A decisão final caberá ao presidente do STF, Edson Fachin, com quem Fux pretende “construir uma solução” para seguir nos casos, caso a mudança de turma se concretize.
O ministro quer migrar para a Segunda Turma após a vaga deixada pela aposentadoria antecipada de Luís Roberto Barroso, que encerrou sua atuação na Corte na última sexta-feira (17). Fux pretende, assim, “pegar” o assento de Barroso na Segunda Turma, mas sem deixar de acompanhar os julgamentos da trama golpista que tramitam na Primeira.
A interlocutores, Fux tem afirmado que continua vinculado a todos os julgamentos relacionados à trama golpista, inclusive revisões criminais e recursos. Situação semelhante já ocorreu quando ministros pediram vista e depois retornaram para votar em processos anteriores.

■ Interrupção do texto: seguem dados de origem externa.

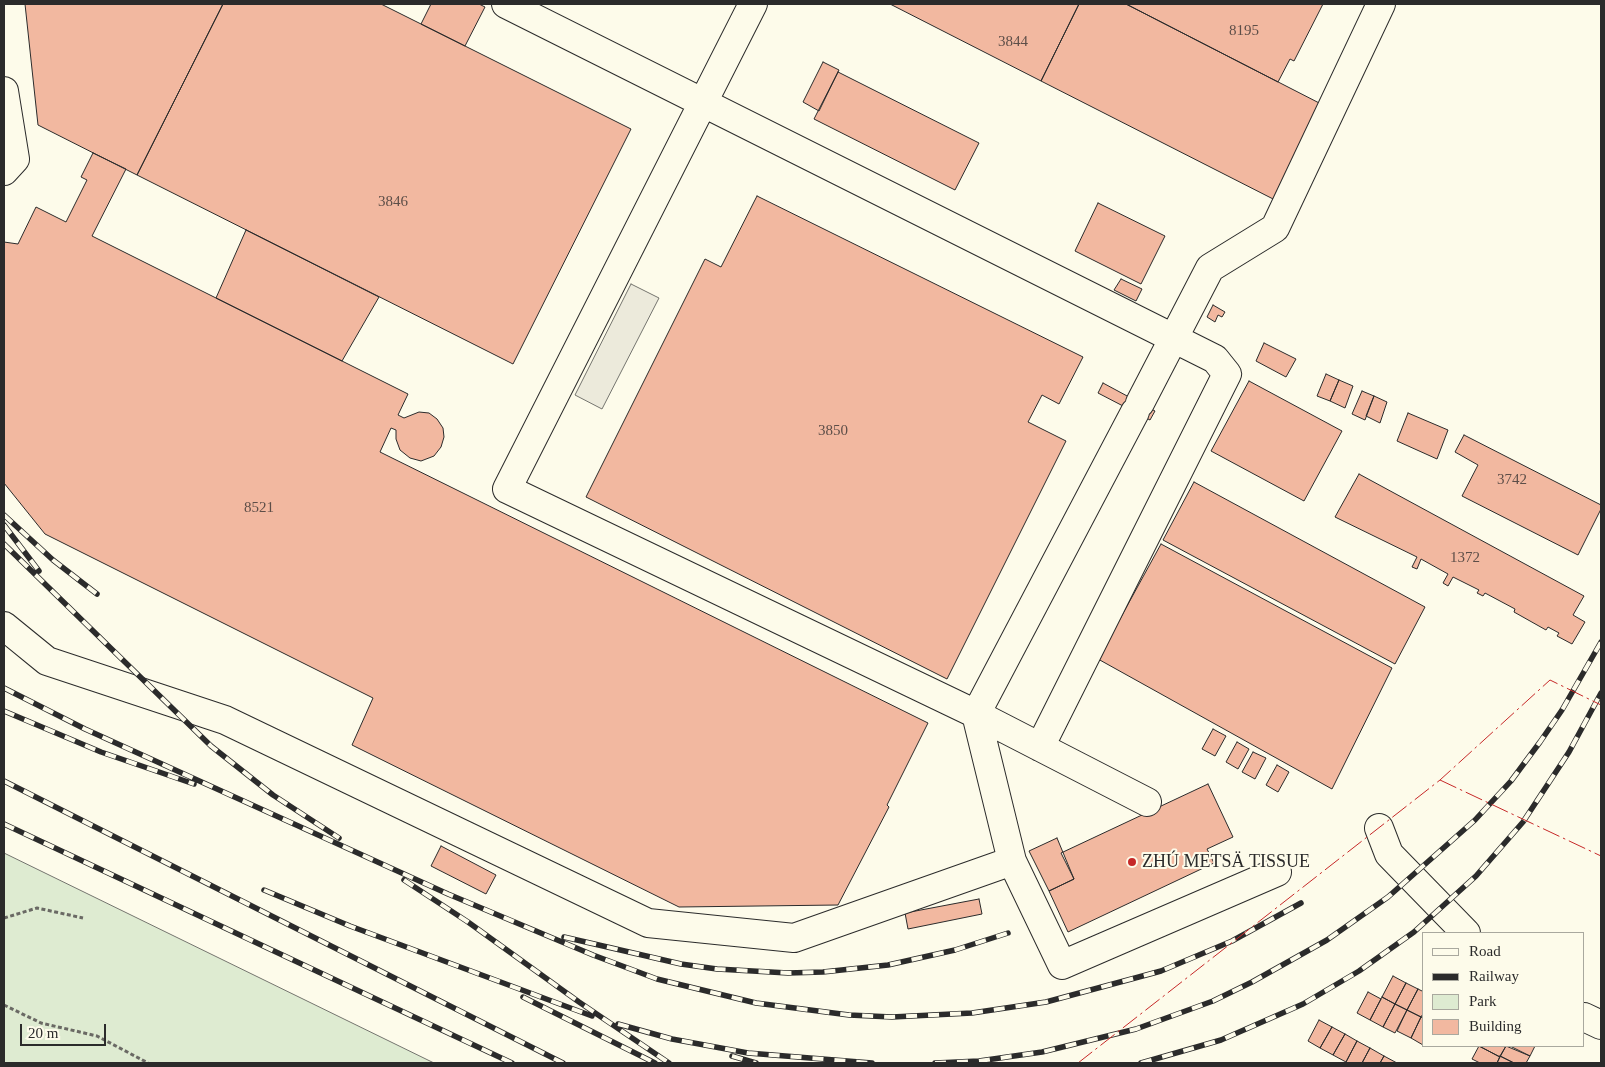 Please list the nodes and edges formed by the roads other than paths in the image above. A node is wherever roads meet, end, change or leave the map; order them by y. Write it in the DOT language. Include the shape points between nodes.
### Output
graph roads {
  1 [pos="506,4"];
  2 [pos="753,4"];
  3 [pos="1381,4"];
  4 [pos="4,91"];
  5 [pos="703,103"];
  6 [pos="4,171"];
  7 [pos="1174,338"];
  8 [pos="4,626"];
  9 [pos="976,714"];
  10 [pos="1040,747"];
  11 [pos="1147,802"];
  12 [pos="1379,828"];
  13 [pos="1012,861"];
  14 [pos="1277,872"];
  15 [pos="1465,932"];
  16 [pos="1585,1017"];
  17 [pos="1601,1025"];
  1 -- 5 [label="street"];
  2 -- 5 [label="street"];
  3 -- 7 [label="street" via="1275,228 1210,268"];
  4 -- 6 [label="street" via="15,159"];
  5 -- 7 [label="street"];
  5 -- 9 [label="street" via="507,489"];
  7 -- 9 [label="street"];
  7 -- 10 [label="street" via="1215,359 1227,374"];
  8 -- 13 [label="street" via="47,661 225,720 648,923 794,938"];
  9 -- 10 [label="street"];
  9 -- 13 [label="street"];
  10 -- 11 [label="street"];
  12 -- 15 [label="street" via="1389,854"];
  13 -- 14 [label="street" via="1062,965"];
  16 -- 17 [label="street"];
}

Ainda assim, técnicos do STF ouvidos de forma reservada colocam em dúvida a permanência de Fux nesses julgamentos.
“Os embargos de declaração [tipo de recurso], em princípio, marcam um novo julgamento, então pode continuar a análise do caso com uma composição diferente da Turma, sem que o integrante que deixou o colegiado precise participar das decisões”, afirmou um integrante da Corte familiarizado com o regimento interno. “O juízo natural diz respeito ao órgão [Turma], não à sua composição.”
Os recursos de Bolsonaro são considerados decisivos para definir seu destino, já que caberá à Primeira Turma decidir se o ex-presidente cumprirá pena no complexo penitenciário da Papuda ou em prisão domiciliar, como defendem seus aliados.
O relator da trama golpista, ministro Alexandre de Moraes, pretende concluir a análise do “núcleo crucial” e definir a situação de Bolsonaro ainda neste ano, para evitar a proximidade com o calendário eleitoral.
Revisão
Para isso, o STF precisa antes publicar o acórdão da decisão que condenou o ex-presidente — o que deve ocorrer até meados de novembro, segundo previsão regimental. Todos os ministros já liberaram seus votos para publicação, exceto Fux, que pediu, na semana passada, uma revisão para corrigir erros gramaticais em seu voto.
O gabinete do ministro sinaliza que o voto será liberado “logo”, sem comprometer o cronograma de Moraes para concluir o caso ainda neste ano.
Desgastes
O movimento de Fux surpreendeu colegas do STF, como revelou a colunista Bela Megale, e foi interpretado nos bastidores como uma tentativa de se afastar do desgaste gerado por suas posições na Primeira Turma — onde tem ficado isolado por divergir de Moraes, defendendo absolvições, inclusive de Bolsonaro, e penas menores, como no caso da cabeleireira Débora Santos, que escreveu com batom na estátua da Justiça em 8 de janeiro de 2023.
Nesta terça-feira, o isolamento de Fux voltou a aparecer: ele foi o único dos cinco integrantes da Primeira Turma a votar pela absolvição dos réus do núcleo 4, acusado pela Procuradoria-Geral da República (PGR) de espalhar fake news em apoio à organização criminosa que tentou o golpe de Estado.
O regimento interno do STF estabelece que um ministro “tem o direito de transferir-se para outra onde haja vaga; havendo mais de um pedido, terá preferência o do mais antigo”. Na Primeira Turma, apenas Cármen Lúcia tem mais tempo de atuação que Fux.
Em 2021, após a aposentadoria de Marco Aurélio Mello, Cármen fez o movimento oposto: saiu da Segunda Turma, responsável pelos casos da Lava-Jato, e foi para a Primeira, onde permanece. Por isso, é considerado improvável que ela decida voltar e, assim, atrapalhar os planos de Fux.